> _THE INPUT_
--- START ---

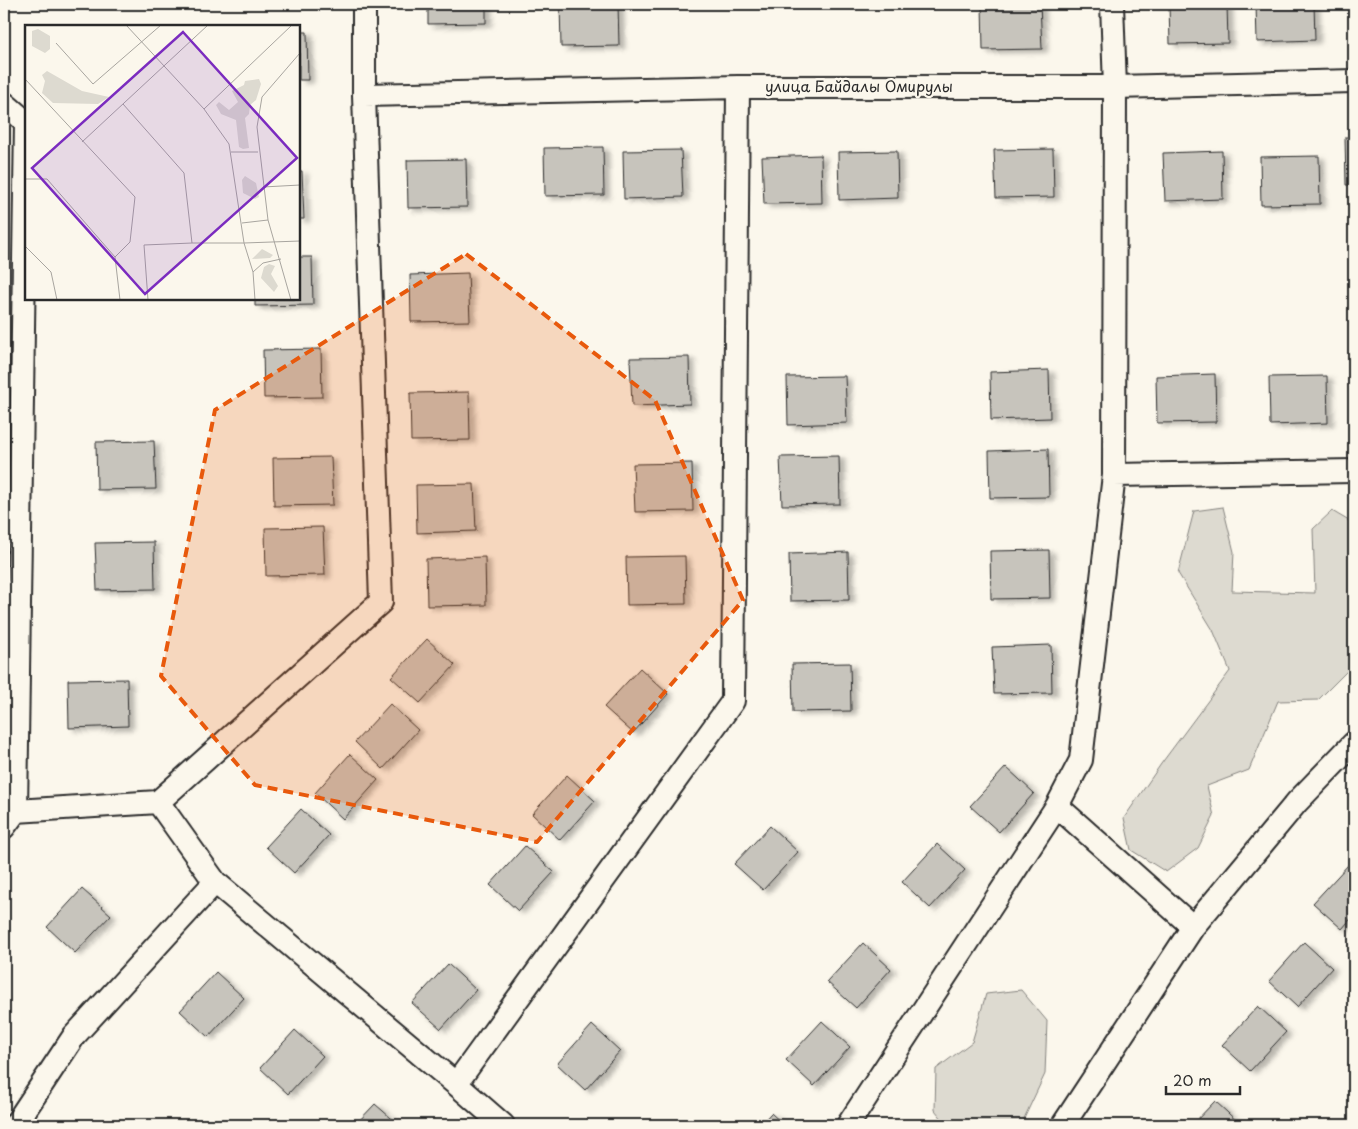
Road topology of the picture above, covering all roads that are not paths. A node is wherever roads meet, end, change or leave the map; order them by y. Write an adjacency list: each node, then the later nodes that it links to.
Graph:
1 (364, 4): 6 (street)
2 (1112, 4): 5 (street)
3 (1354, 81): 5 (street, улица Байдалы Омирулы)
4 (738, 87): 5 (street, улица Байдалы Омирулы); 6 (street, улица Байдалы Омирулы); 18 (street)
5 (1115, 87): 11 (street)
6 (364, 95): 13 (street)
7 (4, 103): 8 (street)
8 (25, 121)
9 (25, 166): 15 (street)
10 (1354, 472): 11 (street)
11 (1114, 475): 14 (street)
12 (1354, 743): 17 (street)
13 (158, 802): 15 (street); 16 (street)
14 (1058, 806): 17 (street); 21 (street)
15 (10, 819)
16 (214, 882): 18 (street); 19 (street)
17 (1193, 927): 22 (street)
18 (456, 1084): 20 (street)
19 (15, 1125)
20 (502, 1125)
21 (848, 1125)
22 (1063, 1125)

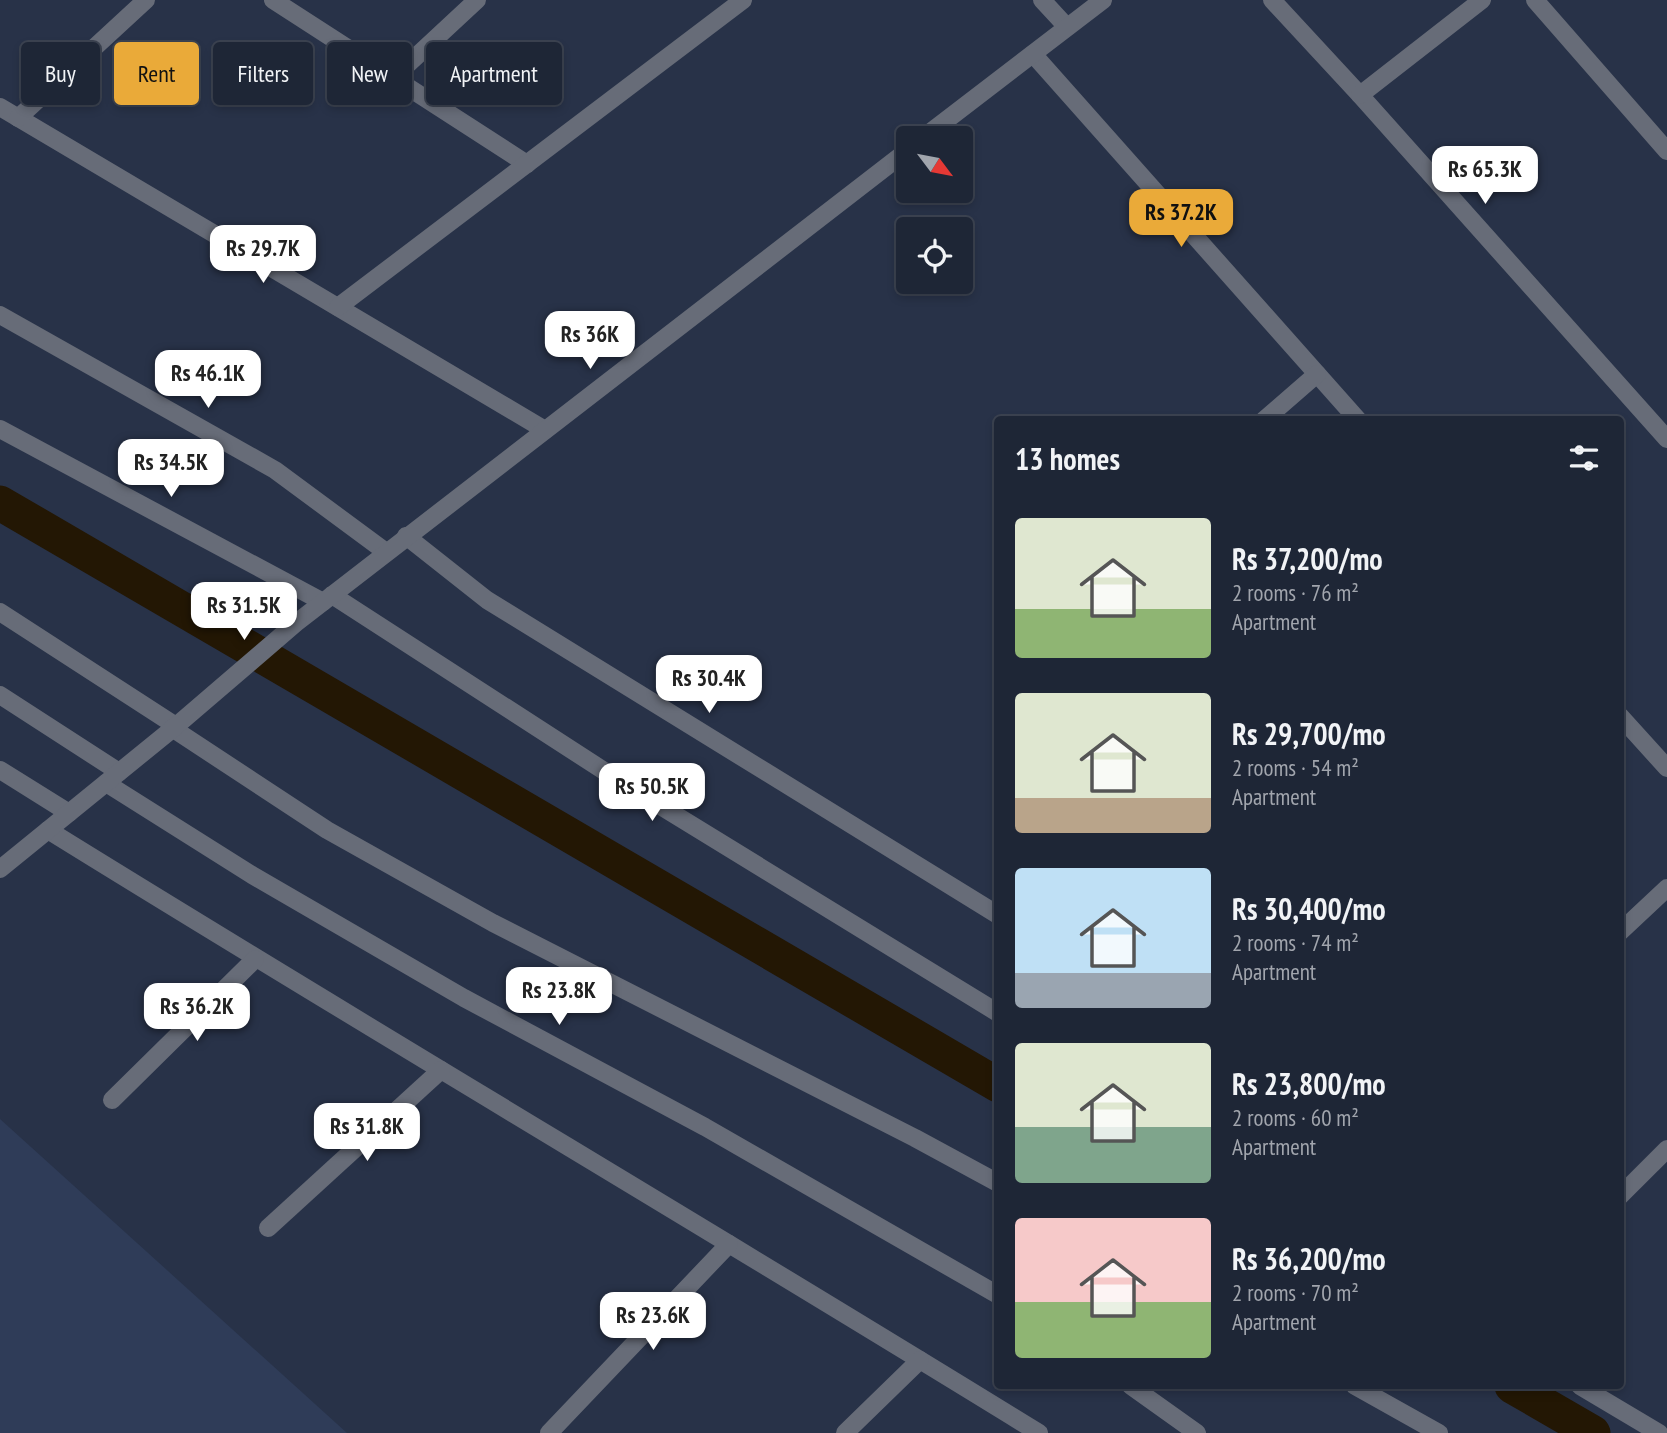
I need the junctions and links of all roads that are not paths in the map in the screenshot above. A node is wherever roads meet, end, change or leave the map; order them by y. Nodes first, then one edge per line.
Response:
1 (146, 0) edge
2 (273, 0) edge
3 (477, 0) edge
4 (743, 0) edge
5 (1042, 0) edge
6 (1103, 0) edge
7 (1272, 0) edge
8 (1482, 0) edge
9 (1535, 0) edge
10 (1067, 27) junction
11 (338, 42) edge
12 (1033, 54) junction
13 (412, 60) edge
14 (412, 90) edge
15 (1360, 95) junction
16 (0, 107) edge
17 (18, 118) junction
18 (939, 126) edge
19 (1667, 151) edge
20 (896, 159) edge
21 (527, 164) junction
22 (338, 307) junction
23 (0, 315) edge
24 (1317, 373) junction
25 (1269, 416) edge
26 (1355, 416) edge
27 (0, 429) edge
28 (545, 430) junction
29 (1665, 433) edge
30 (407, 536) junction
31 (386, 552) junction
32 (328, 598) junction
33 (0, 612) edge
34 (0, 695) edge
35 (1624, 720) edge
36 (174, 727) junction
37 (1667, 768) edge
38 (0, 770) edge
39 (112, 778) junction
40 (69, 813) junction
41 (48, 830) junction
42 (0, 869) edge
43 (1667, 888) edge
44 (994, 913) edge
45 (1624, 928) edge
46 (255, 959) junction
47 (994, 1011) edge
48 (441, 1070) junction
49 (112, 1100) dead end
50 (1667, 1149) edge
51 (994, 1181) edge
52 (1624, 1192) edge
53 (268, 1228) dead end
54 (729, 1244) junction
55 (994, 1293) edge
56 (920, 1360) junction
57 (1135, 1389) edge
58 (1359, 1389) edge
59 (1585, 1389) edge
60 (549, 1433) edge
61 (845, 1433) edge
62 (1040, 1433) edge
63 (1197, 1433) edge
64 (1439, 1433) edge
65 (1659, 1433) edge

1 - 17 street
2 - 11 street
3 - 13 street
4 - 21 street
5 - 10 street
6 - 10 street
7 - 15 street
8 - 15 street
9 - 19 street
10 - 12 street
12 - 18 street
12 - 24 street
14 - 21 street
15 - 29 street
16 - 17 street
17 - 22 street
20 - 28 street
21 - 22 street
22 - 28 street
23 - 31 street
24 - 25 street
24 - 26 street
27 - 32 street
28 - 30 street
30 - 31 street
30 - 44 street
31 - 32 street
32 - 36 street
32 - 47 street
33 - 36 street
34 - 39 street
35 - 37 street
36 - 39 street
36 - 51 street
38 - 40 street
39 - 40 street
39 - 55 street
40 - 41 street
41 - 42 street
41 - 46 street
43 - 45 street
46 - 48 street
46 - 49 street
48 - 53 street
48 - 54 street
50 - 52 street
54 - 56 street
54 - 60 street
56 - 61 street
56 - 62 street
57 - 63 street
58 - 64 street
59 - 65 street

--- END ---

> _WHAT THE TASK ASKS_
The whole listing above is to be printed again exactly; pictures stay out of it.

> _EXERCISE RESULT_
Road topology of the picture above, covering all roads that are not paths. A node is wherever roads meet, end, change or leave the map; order them by y. Write an adjacency list: each node, then the later nodes that it links to.
Graph:
1 (364, 4): 6 (street)
2 (1112, 4): 5 (street)
3 (1354, 81): 5 (street, улица Байдалы Омирулы)
4 (738, 87): 5 (street, улица Байдалы Омирулы); 6 (street, улица Байдалы Омирулы); 18 (street)
5 (1115, 87): 11 (street)
6 (364, 95): 13 (street)
7 (4, 103): 8 (street)
8 (25, 121)
9 (25, 166): 15 (street)
10 (1354, 472): 11 (street)
11 (1114, 475): 14 (street)
12 (1354, 743): 17 (street)
13 (158, 802): 15 (street); 16 (street)
14 (1058, 806): 17 (street); 21 (street)
15 (10, 819)
16 (214, 882): 18 (street); 19 (street)
17 (1193, 927): 22 (street)
18 (456, 1084): 20 (street)
19 (15, 1125)
20 (502, 1125)
21 (848, 1125)
22 (1063, 1125)

I need the junctions and links of all roads that are not paths in the map in the screenshot above. A node is wherever roads meet, end, change or leave the map; order them by y. Nodes first, then one edge per line.
Response:
1 (146, 0) edge
2 (273, 0) edge
3 (477, 0) edge
4 (743, 0) edge
5 (1042, 0) edge
6 (1103, 0) edge
7 (1272, 0) edge
8 (1482, 0) edge
9 (1535, 0) edge
10 (1067, 27) junction
11 (338, 42) edge
12 (1033, 54) junction
13 (412, 60) edge
14 (412, 90) edge
15 (1360, 95) junction
16 (0, 107) edge
17 (18, 118) junction
18 (939, 126) edge
19 (1667, 151) edge
20 (896, 159) edge
21 (527, 164) junction
22 (338, 307) junction
23 (0, 315) edge
24 (1317, 373) junction
25 (1269, 416) edge
26 (1355, 416) edge
27 (0, 429) edge
28 (545, 430) junction
29 (1665, 433) edge
30 (407, 536) junction
31 (386, 552) junction
32 (328, 598) junction
33 (0, 612) edge
34 (0, 695) edge
35 (1624, 720) edge
36 (174, 727) junction
37 (1667, 768) edge
38 (0, 770) edge
39 (112, 778) junction
40 (69, 813) junction
41 (48, 830) junction
42 (0, 869) edge
43 (1667, 888) edge
44 (994, 913) edge
45 (1624, 928) edge
46 (255, 959) junction
47 (994, 1011) edge
48 (441, 1070) junction
49 (112, 1100) dead end
50 (1667, 1149) edge
51 (994, 1181) edge
52 (1624, 1192) edge
53 (268, 1228) dead end
54 (729, 1244) junction
55 (994, 1293) edge
56 (920, 1360) junction
57 (1135, 1389) edge
58 (1359, 1389) edge
59 (1585, 1389) edge
60 (549, 1433) edge
61 (845, 1433) edge
62 (1040, 1433) edge
63 (1197, 1433) edge
64 (1439, 1433) edge
65 (1659, 1433) edge

1 - 17 street
2 - 11 street
3 - 13 street
4 - 21 street
5 - 10 street
6 - 10 street
7 - 15 street
8 - 15 street
9 - 19 street
10 - 12 street
12 - 18 street
12 - 24 street
14 - 21 street
15 - 29 street
16 - 17 street
17 - 22 street
20 - 28 street
21 - 22 street
22 - 28 street
23 - 31 street
24 - 25 street
24 - 26 street
27 - 32 street
28 - 30 street
30 - 31 street
30 - 44 street
31 - 32 street
32 - 36 street
32 - 47 street
33 - 36 street
34 - 39 street
35 - 37 street
36 - 39 street
36 - 51 street
38 - 40 street
39 - 40 street
39 - 55 street
40 - 41 street
41 - 42 street
41 - 46 street
43 - 45 street
46 - 48 street
46 - 49 street
48 - 53 street
48 - 54 street
50 - 52 street
54 - 56 street
54 - 60 street
56 - 61 street
56 - 62 street
57 - 63 street
58 - 64 street
59 - 65 street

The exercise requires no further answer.